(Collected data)
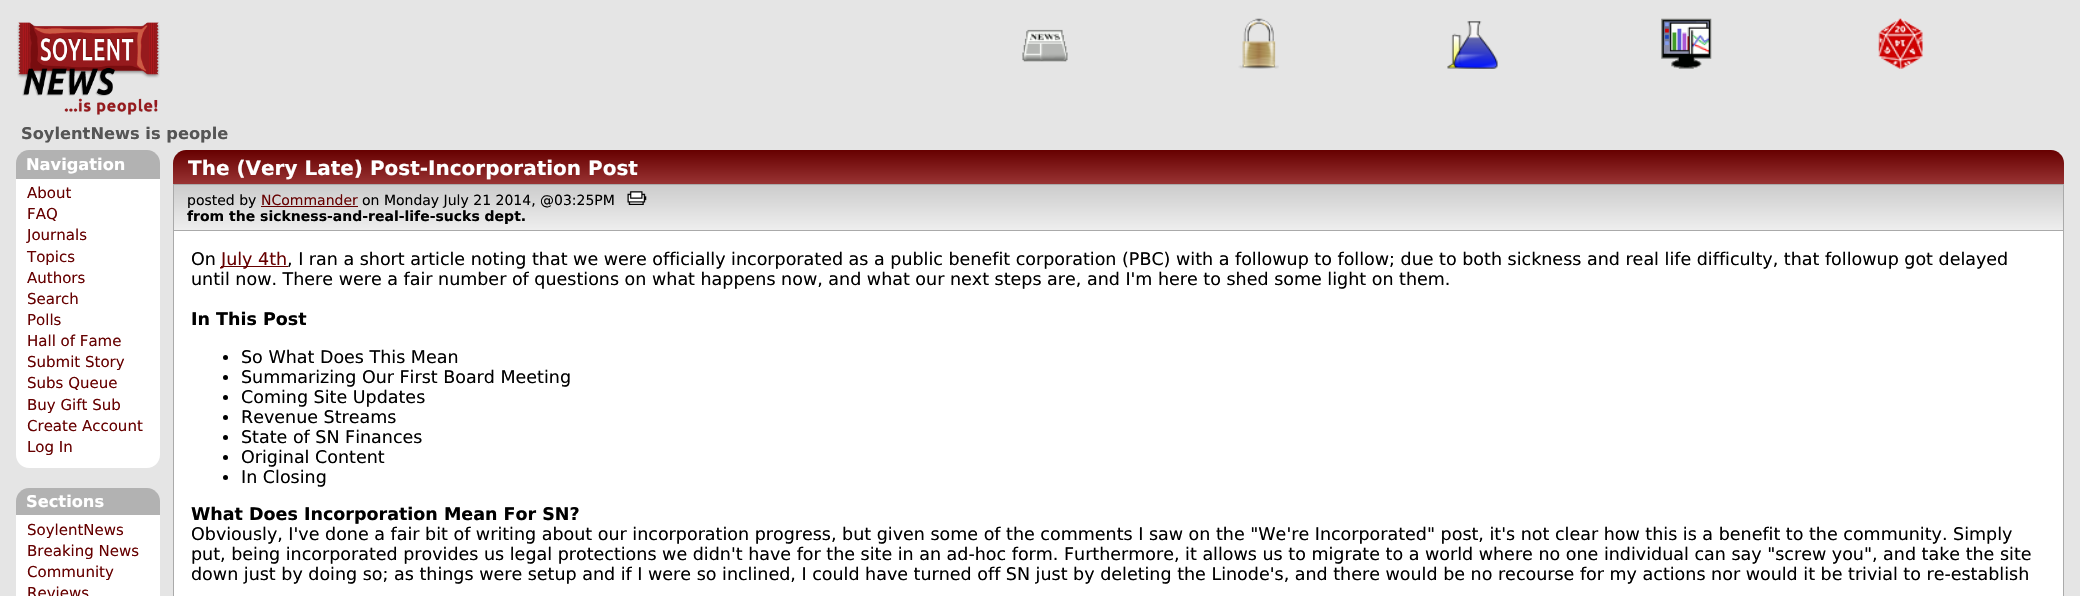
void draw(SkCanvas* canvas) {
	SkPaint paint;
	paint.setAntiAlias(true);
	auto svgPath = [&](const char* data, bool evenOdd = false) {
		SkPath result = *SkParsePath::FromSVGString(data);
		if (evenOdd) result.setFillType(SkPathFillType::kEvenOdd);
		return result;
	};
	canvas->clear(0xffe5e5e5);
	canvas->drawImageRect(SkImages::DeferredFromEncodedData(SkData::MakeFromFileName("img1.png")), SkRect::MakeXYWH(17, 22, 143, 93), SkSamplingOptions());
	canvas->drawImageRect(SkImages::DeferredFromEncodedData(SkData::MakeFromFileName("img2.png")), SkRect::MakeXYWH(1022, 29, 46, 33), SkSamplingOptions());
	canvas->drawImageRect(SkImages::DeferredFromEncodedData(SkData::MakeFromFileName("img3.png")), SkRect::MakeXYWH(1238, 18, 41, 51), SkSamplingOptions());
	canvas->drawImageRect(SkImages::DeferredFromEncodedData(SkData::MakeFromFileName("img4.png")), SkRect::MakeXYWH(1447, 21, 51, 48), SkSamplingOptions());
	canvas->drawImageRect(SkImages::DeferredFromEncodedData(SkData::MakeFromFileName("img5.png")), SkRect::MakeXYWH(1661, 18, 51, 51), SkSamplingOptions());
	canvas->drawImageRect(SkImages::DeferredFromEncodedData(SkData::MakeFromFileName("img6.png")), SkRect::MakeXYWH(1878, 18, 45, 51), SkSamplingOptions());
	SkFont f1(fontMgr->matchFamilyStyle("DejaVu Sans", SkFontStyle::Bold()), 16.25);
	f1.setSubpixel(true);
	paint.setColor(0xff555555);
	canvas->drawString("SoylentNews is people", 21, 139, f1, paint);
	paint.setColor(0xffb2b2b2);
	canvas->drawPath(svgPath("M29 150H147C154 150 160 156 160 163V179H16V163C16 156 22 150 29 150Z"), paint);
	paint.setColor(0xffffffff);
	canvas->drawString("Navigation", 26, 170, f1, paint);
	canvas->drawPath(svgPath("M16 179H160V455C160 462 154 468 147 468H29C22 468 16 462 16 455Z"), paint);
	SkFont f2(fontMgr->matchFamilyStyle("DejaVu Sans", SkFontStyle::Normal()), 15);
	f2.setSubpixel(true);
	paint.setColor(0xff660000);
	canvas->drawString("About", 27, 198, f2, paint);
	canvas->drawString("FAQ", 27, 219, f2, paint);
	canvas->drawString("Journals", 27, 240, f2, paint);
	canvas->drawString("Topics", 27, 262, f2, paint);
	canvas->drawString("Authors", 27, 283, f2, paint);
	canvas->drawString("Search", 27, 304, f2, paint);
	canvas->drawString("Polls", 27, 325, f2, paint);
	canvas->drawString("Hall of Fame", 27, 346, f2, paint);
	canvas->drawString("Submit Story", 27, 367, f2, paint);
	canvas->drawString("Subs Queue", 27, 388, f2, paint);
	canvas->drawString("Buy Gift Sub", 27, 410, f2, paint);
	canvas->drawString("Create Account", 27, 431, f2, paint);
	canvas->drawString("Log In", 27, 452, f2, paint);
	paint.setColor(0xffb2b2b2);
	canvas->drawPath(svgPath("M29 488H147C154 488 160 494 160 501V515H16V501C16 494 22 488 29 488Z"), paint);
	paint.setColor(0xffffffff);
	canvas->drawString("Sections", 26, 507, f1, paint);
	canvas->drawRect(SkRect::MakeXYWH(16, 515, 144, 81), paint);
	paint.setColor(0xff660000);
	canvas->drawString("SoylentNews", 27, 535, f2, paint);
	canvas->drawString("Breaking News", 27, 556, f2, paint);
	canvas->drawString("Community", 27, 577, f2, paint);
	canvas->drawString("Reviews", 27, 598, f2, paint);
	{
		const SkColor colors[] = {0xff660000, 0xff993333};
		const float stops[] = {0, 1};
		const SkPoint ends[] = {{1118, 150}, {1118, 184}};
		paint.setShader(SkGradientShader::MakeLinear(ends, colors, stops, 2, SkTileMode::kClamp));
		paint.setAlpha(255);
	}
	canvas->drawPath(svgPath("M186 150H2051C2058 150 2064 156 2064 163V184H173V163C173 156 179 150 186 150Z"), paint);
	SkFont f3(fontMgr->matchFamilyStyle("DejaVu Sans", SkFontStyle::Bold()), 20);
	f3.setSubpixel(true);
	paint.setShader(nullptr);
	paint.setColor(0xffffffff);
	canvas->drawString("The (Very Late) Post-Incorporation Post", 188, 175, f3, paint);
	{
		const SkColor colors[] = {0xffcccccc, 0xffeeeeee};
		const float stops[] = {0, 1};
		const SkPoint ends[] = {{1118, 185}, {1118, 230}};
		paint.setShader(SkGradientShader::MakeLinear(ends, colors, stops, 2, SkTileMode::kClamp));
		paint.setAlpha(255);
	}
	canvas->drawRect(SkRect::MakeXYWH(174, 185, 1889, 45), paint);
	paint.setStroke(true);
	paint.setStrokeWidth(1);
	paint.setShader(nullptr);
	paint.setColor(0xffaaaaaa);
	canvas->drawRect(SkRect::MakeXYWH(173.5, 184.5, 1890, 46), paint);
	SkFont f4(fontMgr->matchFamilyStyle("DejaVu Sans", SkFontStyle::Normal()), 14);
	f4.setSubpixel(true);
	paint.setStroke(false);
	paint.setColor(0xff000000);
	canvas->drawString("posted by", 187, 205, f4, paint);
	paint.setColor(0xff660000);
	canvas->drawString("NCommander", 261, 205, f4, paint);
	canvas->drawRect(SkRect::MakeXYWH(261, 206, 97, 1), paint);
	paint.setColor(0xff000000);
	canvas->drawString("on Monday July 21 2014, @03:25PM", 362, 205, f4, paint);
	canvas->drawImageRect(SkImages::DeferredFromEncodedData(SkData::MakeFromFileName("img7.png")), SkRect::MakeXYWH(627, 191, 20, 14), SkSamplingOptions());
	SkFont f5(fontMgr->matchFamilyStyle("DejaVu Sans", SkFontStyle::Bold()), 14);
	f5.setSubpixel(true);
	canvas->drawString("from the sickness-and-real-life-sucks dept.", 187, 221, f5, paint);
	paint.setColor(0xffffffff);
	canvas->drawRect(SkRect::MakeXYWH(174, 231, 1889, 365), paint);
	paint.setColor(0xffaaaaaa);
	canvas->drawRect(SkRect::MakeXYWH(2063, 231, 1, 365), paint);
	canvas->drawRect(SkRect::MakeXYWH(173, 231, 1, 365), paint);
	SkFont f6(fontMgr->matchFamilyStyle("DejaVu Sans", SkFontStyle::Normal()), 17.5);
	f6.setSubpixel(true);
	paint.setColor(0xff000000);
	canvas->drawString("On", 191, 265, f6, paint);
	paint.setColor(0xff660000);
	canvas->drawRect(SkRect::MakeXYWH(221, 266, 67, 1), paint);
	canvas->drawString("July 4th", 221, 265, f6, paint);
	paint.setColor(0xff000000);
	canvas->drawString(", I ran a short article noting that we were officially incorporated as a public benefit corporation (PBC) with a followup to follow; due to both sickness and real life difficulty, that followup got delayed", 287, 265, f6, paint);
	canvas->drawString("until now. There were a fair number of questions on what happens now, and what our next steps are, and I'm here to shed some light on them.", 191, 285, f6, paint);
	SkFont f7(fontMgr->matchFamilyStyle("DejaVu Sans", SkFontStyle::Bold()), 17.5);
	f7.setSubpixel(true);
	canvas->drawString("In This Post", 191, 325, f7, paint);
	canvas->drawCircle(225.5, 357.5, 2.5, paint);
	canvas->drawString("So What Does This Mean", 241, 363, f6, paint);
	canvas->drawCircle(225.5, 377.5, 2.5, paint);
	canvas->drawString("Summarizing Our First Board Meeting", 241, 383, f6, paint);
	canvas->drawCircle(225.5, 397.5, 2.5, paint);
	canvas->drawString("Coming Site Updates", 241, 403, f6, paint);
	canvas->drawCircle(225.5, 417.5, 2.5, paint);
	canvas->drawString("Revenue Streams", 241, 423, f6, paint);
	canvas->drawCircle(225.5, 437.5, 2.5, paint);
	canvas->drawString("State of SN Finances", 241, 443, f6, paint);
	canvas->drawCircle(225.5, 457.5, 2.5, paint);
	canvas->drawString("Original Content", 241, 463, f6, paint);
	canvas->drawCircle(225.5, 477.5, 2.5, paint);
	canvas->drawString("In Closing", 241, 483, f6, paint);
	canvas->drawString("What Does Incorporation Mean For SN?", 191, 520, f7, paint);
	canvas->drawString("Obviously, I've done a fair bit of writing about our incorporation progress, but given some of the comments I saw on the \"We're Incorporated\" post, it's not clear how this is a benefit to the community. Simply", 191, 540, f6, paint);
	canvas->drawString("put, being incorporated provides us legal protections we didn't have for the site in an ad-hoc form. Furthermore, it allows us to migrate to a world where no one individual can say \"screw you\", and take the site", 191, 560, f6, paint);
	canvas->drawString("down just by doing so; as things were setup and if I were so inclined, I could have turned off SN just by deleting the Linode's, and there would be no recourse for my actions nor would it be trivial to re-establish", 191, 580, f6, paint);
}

▶ **Problem statement**
In the entries above, find the line with "150H147C154 150 160" and the line with "170, f1, paint);", then set down exactly those two and every line between them, nothing else.

▶ **Answer section**
	canvas->drawPath(svgPath("M29 150H147C154 150 160 156 160 163V179H16V163C16 156 22 150 29 150Z"), paint);
	paint.setColor(0xffffffff);
	canvas->drawString("Navigation", 26, 170, f1, paint);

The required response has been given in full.